April 1, 2023  | Erin Bluvas,  [email protected]

Victoria Adebiyi has big goals. The Ph.D. in Health Promotion Education and Behavior (HPEB) candidate plans to improve maternal and child nutrition and health in low- and middle-income countries after her 2025 graduation – continuing the path she began a decade ago in Nigeria.

As an undergraduate at the University of Ibadan, Adebiyi became interested in public health nutrition when one of her courses introduced the various related challenges her country faced. After graduating with a bachelor's degree in human nutrition, she completed a hospital-based internship to become a registered dietitian.

“The burden of preventable diet-related chronic diseases that I encountered during my dietetics training only fueled my passion to study public health nutrition to understand how to prevent such diseases on a broader scale, beyond the individual level,” Adebiyi says.

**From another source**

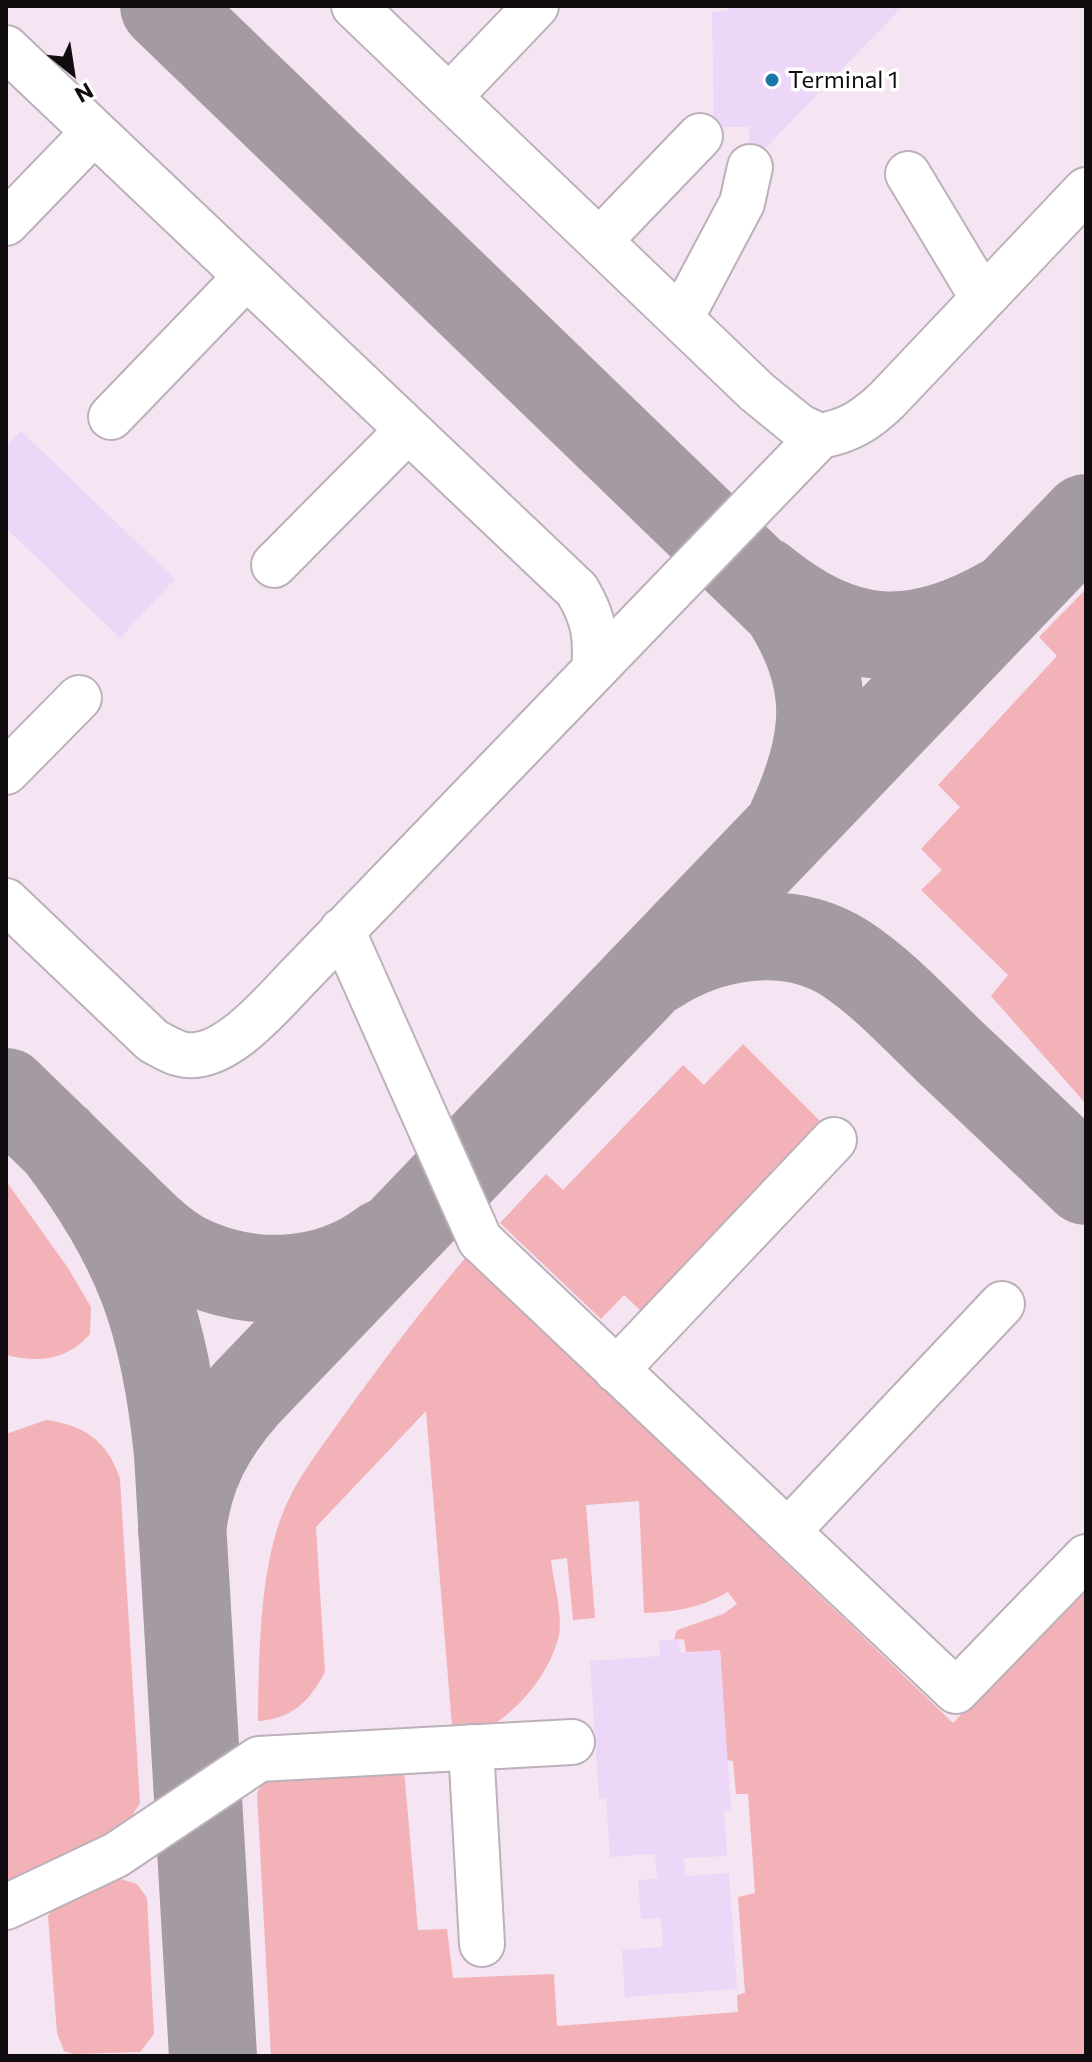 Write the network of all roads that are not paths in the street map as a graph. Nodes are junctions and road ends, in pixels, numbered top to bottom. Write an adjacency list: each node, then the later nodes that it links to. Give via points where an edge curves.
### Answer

With a scholarship from the Mastercard Foundation, she enrolled in a master of public health program at the University of California, Berkeley. During this time, she became involved with the School of Law’s Health and Human Rights Program and interned with Save the Children International over a summer back in Nigeria.

The burden of preventable diet-related chronic diseases that I encountered during my dietetics training only fueled my passion to study public health nutrition to understand how to prevent such diseases on a broader scale, beyond the individual level.

When looking for doctoral programs. Adebiyi sought a setting with researchers involved in global nutrition work where she could explore her growing interests in maternal and child nutrition and health. The Arnold School’s HPEB department hit the mark, and she found mentors in faculty members Leila Larson and Edward Frongillo .

“I am grateful for the immense academic and professional support I have received from my mentors since the beginning of my program at USC,” Adebiyi says. “Under their supervision, I have been able to study the determinants and consequences of food insecurity and anemia among women and children globally, especially in limited-income contexts, and co-author peer-reviewed publications.”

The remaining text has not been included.